At that time, a woman playing slide guitar was something of a rarity. It still is.

“It is what set me apart and got my foot in the door because I wasn’t an original singer or songwriter,” she says. “But my mix of material was compelling enough that Warner Brothers offered me a record deal in my junior year of college. I’m sure that part of the reason that I’ve lasted this long is that my slide guitar sets me apart.”

While she nods to slide guitarists such as Lowell George, Ry Cooder and Derek Trucks as influences, the artist who had the most impact on Raitt was her father John, who continued performing well into his 80s. He died at the age of 88 in 2005.
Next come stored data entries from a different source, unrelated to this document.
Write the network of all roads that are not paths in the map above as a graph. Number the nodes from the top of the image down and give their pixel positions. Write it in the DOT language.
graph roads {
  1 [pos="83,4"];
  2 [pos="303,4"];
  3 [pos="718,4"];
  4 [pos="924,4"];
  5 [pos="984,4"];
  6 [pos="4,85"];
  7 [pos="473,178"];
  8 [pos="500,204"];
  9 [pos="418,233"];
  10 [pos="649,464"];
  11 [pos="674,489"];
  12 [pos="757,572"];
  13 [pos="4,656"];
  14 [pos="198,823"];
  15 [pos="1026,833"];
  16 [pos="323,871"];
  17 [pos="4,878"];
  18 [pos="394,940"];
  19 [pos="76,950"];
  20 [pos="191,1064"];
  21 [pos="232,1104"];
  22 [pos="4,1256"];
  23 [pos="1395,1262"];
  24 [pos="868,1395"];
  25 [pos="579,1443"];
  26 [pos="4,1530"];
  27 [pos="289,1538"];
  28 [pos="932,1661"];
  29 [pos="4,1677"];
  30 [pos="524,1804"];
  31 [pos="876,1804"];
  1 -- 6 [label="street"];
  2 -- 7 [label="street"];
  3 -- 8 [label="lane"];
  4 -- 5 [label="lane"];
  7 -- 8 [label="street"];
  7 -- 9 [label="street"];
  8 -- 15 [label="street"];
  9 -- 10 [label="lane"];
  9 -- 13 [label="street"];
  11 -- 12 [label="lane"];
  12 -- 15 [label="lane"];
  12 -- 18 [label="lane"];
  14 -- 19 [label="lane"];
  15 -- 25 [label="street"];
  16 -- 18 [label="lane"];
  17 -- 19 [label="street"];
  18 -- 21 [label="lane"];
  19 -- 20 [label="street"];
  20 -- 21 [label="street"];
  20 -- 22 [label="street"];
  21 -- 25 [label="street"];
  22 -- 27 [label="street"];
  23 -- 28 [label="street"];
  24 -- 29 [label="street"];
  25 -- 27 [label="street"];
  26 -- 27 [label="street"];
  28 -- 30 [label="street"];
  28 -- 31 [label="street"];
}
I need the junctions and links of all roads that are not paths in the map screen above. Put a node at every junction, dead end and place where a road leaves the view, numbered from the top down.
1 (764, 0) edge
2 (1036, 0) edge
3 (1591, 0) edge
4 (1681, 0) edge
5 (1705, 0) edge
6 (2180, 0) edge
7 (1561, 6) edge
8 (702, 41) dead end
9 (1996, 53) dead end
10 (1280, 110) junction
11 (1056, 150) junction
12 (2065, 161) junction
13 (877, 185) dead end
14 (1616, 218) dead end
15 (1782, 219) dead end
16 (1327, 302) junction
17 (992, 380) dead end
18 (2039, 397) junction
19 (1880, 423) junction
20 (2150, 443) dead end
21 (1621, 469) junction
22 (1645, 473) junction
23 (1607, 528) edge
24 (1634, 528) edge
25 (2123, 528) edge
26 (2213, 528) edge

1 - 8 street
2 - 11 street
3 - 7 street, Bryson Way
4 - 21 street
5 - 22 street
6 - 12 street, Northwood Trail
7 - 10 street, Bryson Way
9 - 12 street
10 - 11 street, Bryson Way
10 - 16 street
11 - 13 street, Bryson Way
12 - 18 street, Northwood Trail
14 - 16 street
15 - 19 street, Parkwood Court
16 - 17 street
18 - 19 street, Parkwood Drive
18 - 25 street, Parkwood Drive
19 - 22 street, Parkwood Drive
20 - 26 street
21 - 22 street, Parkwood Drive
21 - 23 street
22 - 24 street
Raitt still talks with fondness about touring with her father and the great blues singer John Lee Hooker in the mid-’90s. She would sing a duet with Hooker and then a couple of songs later another with her dad.

“He was an absolute delight and gave everything at every performanc­e,” Raitt says about her father. “I miss him a lot. When I get feeling a little hoarse and I don’t know if I can hit that note on ‘I Can’t Make You Love Me,’ I always summon him and, all of a sudden, I’ve got a Broadway legend’s voice coming out of me.

“I like to feel that he gives me strength every day.”